■ WHAT THE TASK REQUIRES: Could you set down the lines from the first line of the entries below through the line with "I need the junctions", exactly and with no pictures?

Saved entries:
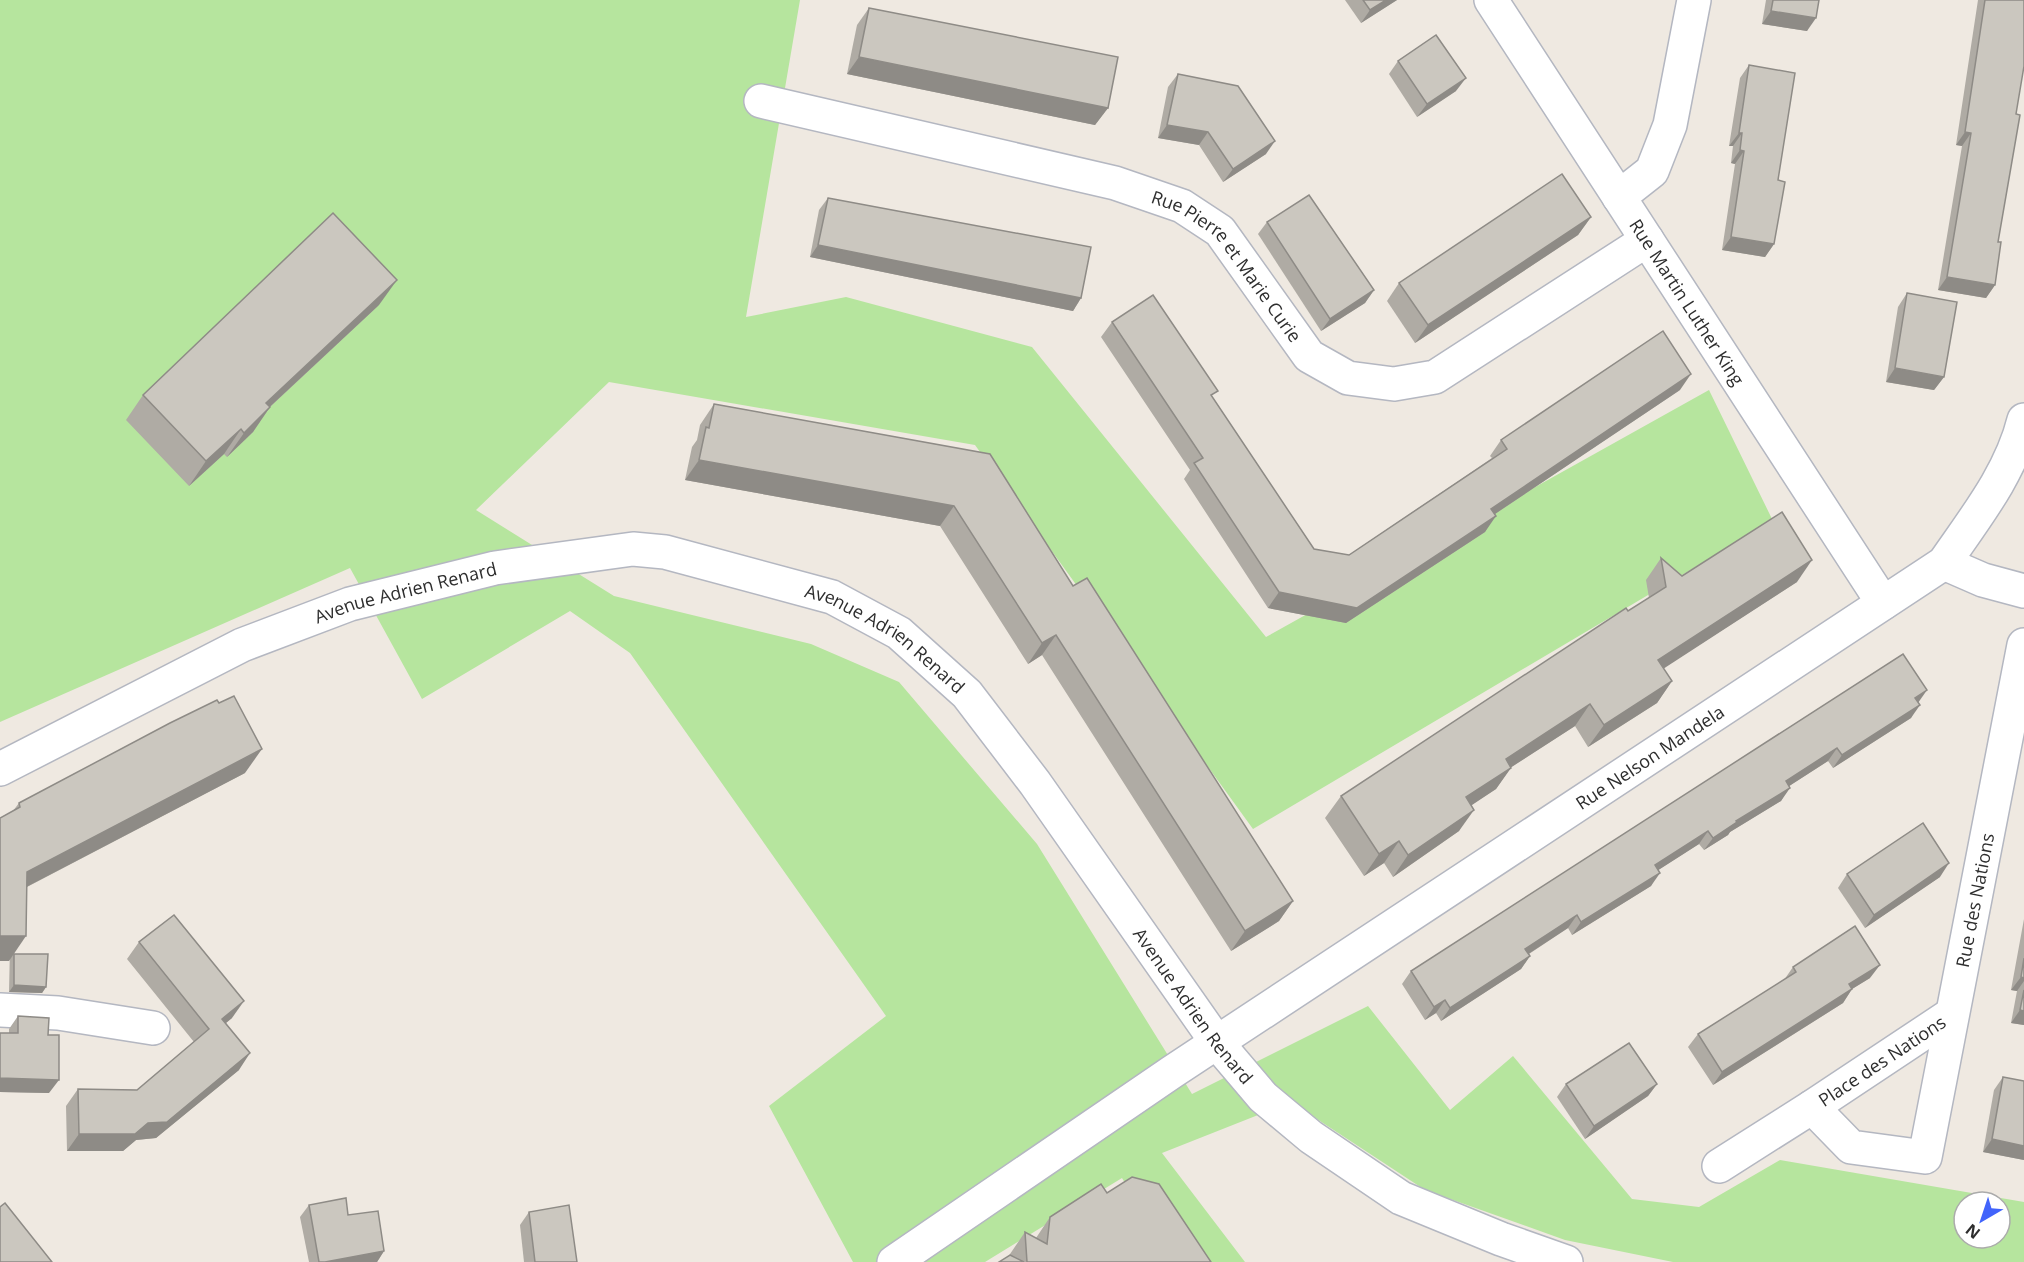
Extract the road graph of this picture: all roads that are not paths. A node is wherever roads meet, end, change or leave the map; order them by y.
1 (1491, 0) edge
2 (1694, 0) edge
3 (761, 101) dead end
4 (1619, 197) junction
5 (1647, 240) junction
6 (2024, 420) edge
7 (1944, 563) junction
8 (2024, 591) edge
9 (1883, 603) junction
10 (2024, 645) edge
11 (0, 769) edge
12 (0, 1010) edge
13 (1952, 1014) junction
14 (153, 1028) dead end
15 (1218, 1044) junction
16 (1812, 1107) junction
17 (1925, 1157) joint
18 (1719, 1166) dead end
19 (894, 1262) edge
20 (1566, 1262) edge

1 - 4 street, Rue Martin Luther King
2 - 4 street
3 - 5 street, Rue Pierre et Marie Curie
4 - 5 street, Rue Martin Luther King
5 - 9 street, Rue Martin Luther King
6 - 7 street, Rue Nelson Mandela
7 - 8 street
7 - 9 street, Rue Nelson Mandela
9 - 15 street, Rue Nelson Mandela
10 - 13 street, Rue des Nations
11 - 15 street, Avenue Adrien Renard
12 - 14 street
13 - 16 street, Place des Nations
13 - 17 street, Rue des Nations
15 - 19 street, Rue Nelson Mandela
15 - 20 street, Avenue Adrien Renard
16 - 17 street, Place des Nations
16 - 18 street, Place des Nations

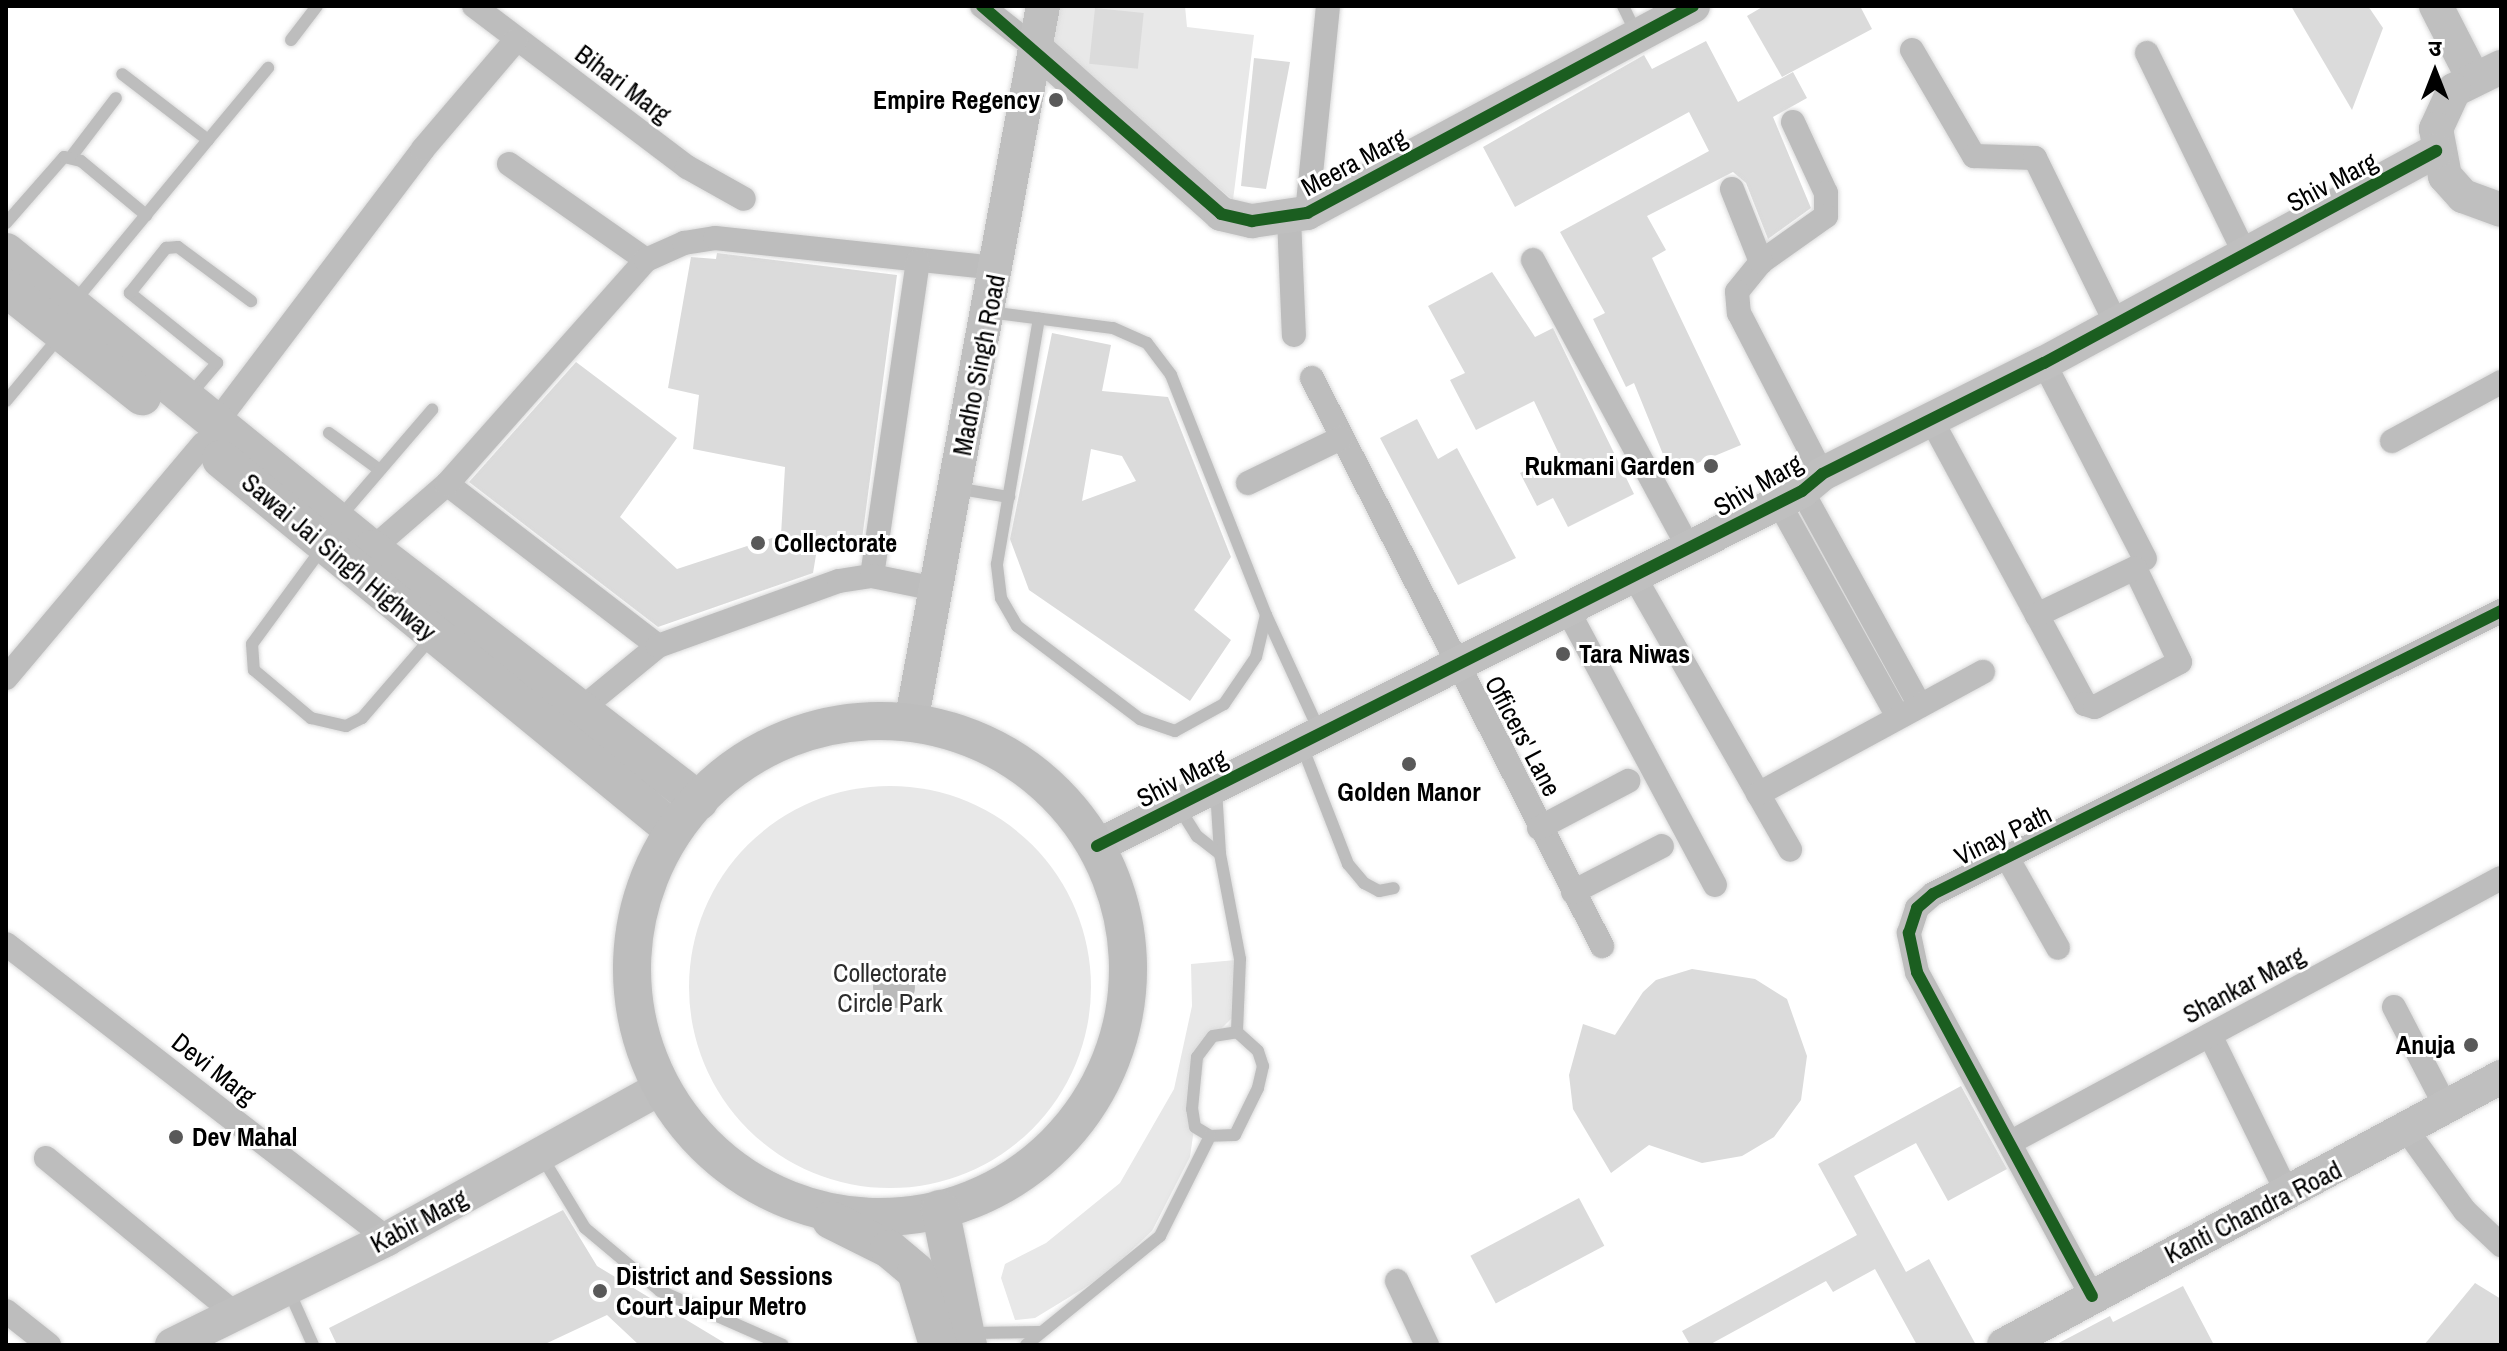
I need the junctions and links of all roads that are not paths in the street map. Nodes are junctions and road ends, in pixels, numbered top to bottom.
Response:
1 (317, 6) edge
2 (474, 6) edge
3 (982, 6) edge
4 (1043, 6) edge
5 (1328, 6) edge
6 (1693, 6) edge
7 (2436, 6) edge
8 (1630, 21) edge
9 (291, 40) dead end
10 (516, 40) junction
11 (1912, 50) dead end
12 (1039, 51) junction
13 (2147, 53) dead end
14 (268, 68) dead end
15 (2486, 71) edge
16 (122, 74) dead end
17 (116, 98) dead end
18 (1793, 122) dead end
19 (208, 140) junction
20 (2436, 151) junction
21 (71, 157) junction
22 (509, 164) dead end
23 (1732, 189) dead end
24 (744, 199) dead end
25 (2501, 210) edge
26 (146, 215) junction
27 (1298, 216) junction
28 (6, 223) edge
29 (6, 252) edge
30 (2245, 254) junction
31 (646, 260) junction
32 (1533, 260) dead end
33 (918, 261) junction
34 (1761, 262) junction
35 (997, 268) junction
36 (6, 288) edge
37 (251, 301) dead end
38 (989, 312) junction
39 (67, 319) junction
40 (1039, 319) junction
41 (2116, 323) junction
42 (1294, 335) dead end
43 (2044, 363) junction
44 (1312, 378) dead end
45 (2501, 382) edge
46 (186, 399) junction
47 (6, 401) edge
48 (432, 410) dead end
49 (1932, 421) junction
50 (329, 433) dead end
51 (210, 434) junction
52 (1341, 438) junction
53 (2392, 441) dead end
54 (380, 470) junction
55 (1248, 483) dead end
56 (447, 484) junction
57 (955, 488) junction
58 (1801, 489) junction
59 (1009, 497) junction
60 (330, 533) junction
61 (1689, 548) junction
62 (372, 549) junction
63 (2145, 559) dead end
64 (872, 576) junction
65 (1634, 576) junction
66 (936, 589) junction
67 (1567, 609) junction
68 (2501, 611) edge
69 (1266, 615) junction
70 (2037, 615) junction
71 (433, 636) junction
72 (658, 646) junction
73 (1454, 666) junction
74 (1983, 672) dead end
75 (6, 678) edge
76 (1920, 706) junction
77 (580, 710) junction
78 (1898, 717) junction
79 (911, 723) junction
80 (1311, 738) junction
81 (1628, 781) dead end
82 (1215, 786) junction
83 (1758, 794) junction
84 (699, 801) junction
85 (1178, 805) junction
86 (671, 828) junction
87 (1539, 828) junction
88 (1097, 846) junction
89 (1662, 846) dead end
90 (1790, 850) dead end
91 (1220, 854) junction
92 (2007, 857) junction
93 (2501, 878) edge
94 (1715, 885) dead end
95 (1394, 888) dead end
96 (1573, 892) junction
97 (6, 944) edge
98 (1602, 946) dead end
99 (2058, 948) dead end
100 (2394, 1007) dead end
101 (1237, 1032) junction
102 (2210, 1035) junction
103 (2501, 1077) edge
104 (660, 1088) junction
105 (2447, 1109) junction
106 (2408, 1132) junction
107 (1210, 1136) junction
108 (2013, 1141) junction
109 (541, 1154) junction
110 (46, 1158) dead end
111 (2288, 1194) junction
112 (795, 1202) junction
113 (940, 1209) junction
114 (387, 1239) junction
115 (2501, 1245) edge
116 (1397, 1281) dead end
117 (287, 1288) junction
118 (2092, 1296) junction
119 (6, 1311) edge
120 (235, 1314) junction
121 (1040, 1332) junction
122 (957, 1341) edge
123 (49, 1345) edge
124 (172, 1345) edge
125 (313, 1345) edge
126 (783, 1345) edge
127 (1026, 1345) edge
128 (1427, 1345) edge
129 (2004, 1345) edge

1 - 9 lane
2 - 10 street, Bihari Marg
3 - 12 street, Meera Marg
4 - 12 street, Madho Singh Road
5 - 27 street
6 - 8 street, Meera Marg
7 - 15 street
8 - 27 street, Meera Marg
10 - 24 street, Bihari Marg
10 - 51 street
11 - 41 street
12 - 27 street, Meera Marg
12 - 35 street, Madho Singh Road
13 - 30 street
14 - 19 lane
15 - 20 street
16 - 19 lane
17 - 21 lane
18 - 34 street
19 - 26 lane
20 - 25 street
20 - 30 street, Shiv Marg
21 - 26 lane
21 - 28 lane
22 - 31 street
23 - 34 street
26 - 39 lane
27 - 42 street
29 - 39 main road
30 - 41 street, Shiv Marg
31 - 33 street
31 - 56 street
32 - 61 street
33 - 35 street
33 - 64 street
34 - 58 street
35 - 38 street, Madho Singh Road
36 - 39 main road, Sawai Jai Singh Highway
37 - 46 lane
38 - 40 lane
38 - 57 street, Madho Singh Road
39 - 46 main road
39 - 47 lane
39 - 51 main road, Sawai Jai Singh Highway
40 - 59 lane
40 - 69 lane
41 - 43 street, Shiv Marg
43 - 49 street, Shiv Marg
43 - 63 street
44 - 52 street, Officers' Lane
45 - 53 street
46 - 51 main road
48 - 54 lane
49 - 58 street, Shiv Marg
49 - 70 street
50 - 54 lane
51 - 60 main road, Sawai Jai Singh Highway
51 - 75 street
52 - 55 street
52 - 73 street, Officers' Lane
54 - 60 lane
56 - 62 street
56 - 72 street
57 - 59 lane
57 - 66 street, Madho Singh Road
58 - 61 street, Shiv Marg
58 - 76 street
58 - 78 street
59 - 69 lane
60 - 62 main road
60 - 71 main road, Sawai Jai Singh Highway
60 - 71 lane
61 - 65 street, Shiv Marg
62 - 77 main road
64 - 66 street
64 - 72 street
65 - 67 street, Shiv Marg
65 - 83 street
66 - 79 street, Madho Singh Road
67 - 73 street, Shiv Marg
67 - 94 street
68 - 92 street, Vinay Path
69 - 80 lane
70 - 70 street
71 - 86 main road, Sawai Jai Singh Highway
72 - 77 street
73 - 80 street, Shiv Marg
73 - 87 street, Officers' Lane
74 - 76 street
76 - 78 street
77 - 84 main road
78 - 83 street
79 - 84 main road
79 - 88 main road
80 - 82 street, Shiv Marg
80 - 95 lane
81 - 87 street
82 - 85 street, Shiv Marg
82 - 91 lane
83 - 90 street
84 - 86 main road
85 - 88 street, Shiv Marg
85 - 91 lane
86 - 104 main road
87 - 96 street, Officers' Lane
88 - 113 main road
89 - 96 street
91 - 101 lane
92 - 99 street
92 - 108 street, Vinay Path
93 - 102 street, Shankar Marg
96 - 98 street, Officers' Lane
97 - 114 street, Devi Marg
100 - 105 street
101 - 107 lane
101 - 107 lane
102 - 108 street, Shankar Marg
102 - 111 street
103 - 105 street, Kanti Chandra Road
104 - 109 street, Kabir Marg
104 - 112 main road
105 - 106 street, Kanti Chandra Road
106 - 111 street, Kanti Chandra Road
106 - 115 street
107 - 121 lane
108 - 118 street, Vinay Path
109 - 114 street, Kabir Marg
109 - 126 lane
110 - 120 street
111 - 118 street, Kanti Chandra Road
112 - 113 main road
112 - 122 main road
113 - 122 main road
114 - 117 street, Kabir Marg
116 - 128 street
117 - 120 street, Kabir Marg
117 - 125 lane
118 - 129 street, Kanti Chandra Road
119 - 123 street
120 - 124 street, Kabir Marg
121 - 122 lane
121 - 127 lane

■ RESULT OF THE TASK:
Extract the road graph of this picture: all roads that are not paths. A node is wherever roads meet, end, change or leave the map; order them by y.
1 (1491, 0) edge
2 (1694, 0) edge
3 (761, 101) dead end
4 (1619, 197) junction
5 (1647, 240) junction
6 (2024, 420) edge
7 (1944, 563) junction
8 (2024, 591) edge
9 (1883, 603) junction
10 (2024, 645) edge
11 (0, 769) edge
12 (0, 1010) edge
13 (1952, 1014) junction
14 (153, 1028) dead end
15 (1218, 1044) junction
16 (1812, 1107) junction
17 (1925, 1157) joint
18 (1719, 1166) dead end
19 (894, 1262) edge
20 (1566, 1262) edge

1 - 4 street, Rue Martin Luther King
2 - 4 street
3 - 5 street, Rue Pierre et Marie Curie
4 - 5 street, Rue Martin Luther King
5 - 9 street, Rue Martin Luther King
6 - 7 street, Rue Nelson Mandela
7 - 8 street
7 - 9 street, Rue Nelson Mandela
9 - 15 street, Rue Nelson Mandela
10 - 13 street, Rue des Nations
11 - 15 street, Avenue Adrien Renard
12 - 14 street
13 - 16 street, Place des Nations
13 - 17 street, Rue des Nations
15 - 19 street, Rue Nelson Mandela
15 - 20 street, Avenue Adrien Renard
16 - 17 street, Place des Nations
16 - 18 street, Place des Nations

I need the junctions and links of all roads that are not paths in the street map. Nodes are junctions and road ends, in pixels, numbered top to bottom.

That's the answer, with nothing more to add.